«L'essence du christianisme a frappé d'un "coup de tonnerre" philosophique le monde des intellectuels révolutionnaires "jeunes-hégéliens" allemands : "Nous fûmes tous feuerbachiens" (Engels). L'intervention de Feuerbach marque un tournant décisif dans la formation de la pensée de Marx. Marx a "épousé" la pensée de Feuerbach pendant des années. Il a dû passer par Feuerbach pour devenir Marx. Il est devenu Marx en se séparant de Feuerbach. L'essence du christianisme n'a rien perdu de sa force révélatrice. Les philosophes seront frappés de découvrir dans ce livre des problèmes, des principes, des formules et des catégories philosophiques qui sont au cœur même de la pensée contemporaine. L'essence du christianisme a été le miroir et la solution provisoire de la crise des philosophes jeunes-hégéliens dans les années 1841-1845.

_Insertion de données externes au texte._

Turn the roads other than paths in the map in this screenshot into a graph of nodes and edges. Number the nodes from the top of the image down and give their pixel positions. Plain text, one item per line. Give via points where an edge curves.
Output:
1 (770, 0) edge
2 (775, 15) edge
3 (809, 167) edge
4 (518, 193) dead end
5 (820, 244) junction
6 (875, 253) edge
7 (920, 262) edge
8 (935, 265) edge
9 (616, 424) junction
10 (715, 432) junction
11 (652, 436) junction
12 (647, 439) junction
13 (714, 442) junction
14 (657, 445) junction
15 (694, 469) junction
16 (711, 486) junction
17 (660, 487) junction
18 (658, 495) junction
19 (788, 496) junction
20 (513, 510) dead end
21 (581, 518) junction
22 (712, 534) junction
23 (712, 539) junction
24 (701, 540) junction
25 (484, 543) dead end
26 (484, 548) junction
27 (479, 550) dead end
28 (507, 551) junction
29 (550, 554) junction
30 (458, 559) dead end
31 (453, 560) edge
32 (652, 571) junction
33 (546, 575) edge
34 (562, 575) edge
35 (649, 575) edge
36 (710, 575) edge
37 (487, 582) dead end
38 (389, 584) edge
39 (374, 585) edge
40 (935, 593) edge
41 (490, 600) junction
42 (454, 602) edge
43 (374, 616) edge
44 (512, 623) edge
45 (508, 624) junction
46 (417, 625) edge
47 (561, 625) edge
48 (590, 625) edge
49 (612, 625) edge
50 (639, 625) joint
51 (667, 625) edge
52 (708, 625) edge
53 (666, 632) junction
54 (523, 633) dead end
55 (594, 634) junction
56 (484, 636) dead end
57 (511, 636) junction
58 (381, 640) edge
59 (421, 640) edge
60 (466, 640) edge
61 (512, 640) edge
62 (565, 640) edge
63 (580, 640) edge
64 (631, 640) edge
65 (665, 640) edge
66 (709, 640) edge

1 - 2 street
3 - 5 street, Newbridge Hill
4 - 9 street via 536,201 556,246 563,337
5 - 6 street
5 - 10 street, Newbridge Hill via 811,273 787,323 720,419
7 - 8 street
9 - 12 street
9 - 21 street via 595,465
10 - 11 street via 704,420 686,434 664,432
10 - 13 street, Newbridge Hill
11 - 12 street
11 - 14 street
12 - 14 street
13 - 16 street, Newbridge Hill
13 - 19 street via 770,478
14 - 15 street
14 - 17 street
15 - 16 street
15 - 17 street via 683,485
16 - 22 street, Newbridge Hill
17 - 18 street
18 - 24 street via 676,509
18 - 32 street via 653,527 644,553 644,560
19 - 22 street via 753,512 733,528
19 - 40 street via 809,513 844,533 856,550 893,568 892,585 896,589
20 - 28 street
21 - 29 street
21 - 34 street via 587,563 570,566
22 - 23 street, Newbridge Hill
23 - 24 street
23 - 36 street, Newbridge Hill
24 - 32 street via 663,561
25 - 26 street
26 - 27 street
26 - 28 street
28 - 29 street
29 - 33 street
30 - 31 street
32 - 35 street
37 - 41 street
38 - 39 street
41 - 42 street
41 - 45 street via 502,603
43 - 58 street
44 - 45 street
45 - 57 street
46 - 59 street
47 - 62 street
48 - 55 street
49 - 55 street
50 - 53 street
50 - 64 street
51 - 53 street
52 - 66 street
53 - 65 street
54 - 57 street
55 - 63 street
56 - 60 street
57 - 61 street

On constatera avec quelle étonnante profondeur Feuerbach annonce et devance, à un titre ou un autre, par contraste ou parenté, Marx, Nietzsche, Freud, Husserl, certains thèmes de Heidegger, Barth et la théologie récente, etc.
L'essence du christianisme est, aujourd'hui encore, un ouvrage scandaleux. Car il porte sur la religion chrétienne et divise les hommes. Il oblige à se prononcer sur ce qui est sans doute la question cruciale de la philosophie contemporaine : pour une philosophie religieuse, OU pour une philosophie consciemment et rigoureusement antireligieuse.»
Louis Althusser, 1968.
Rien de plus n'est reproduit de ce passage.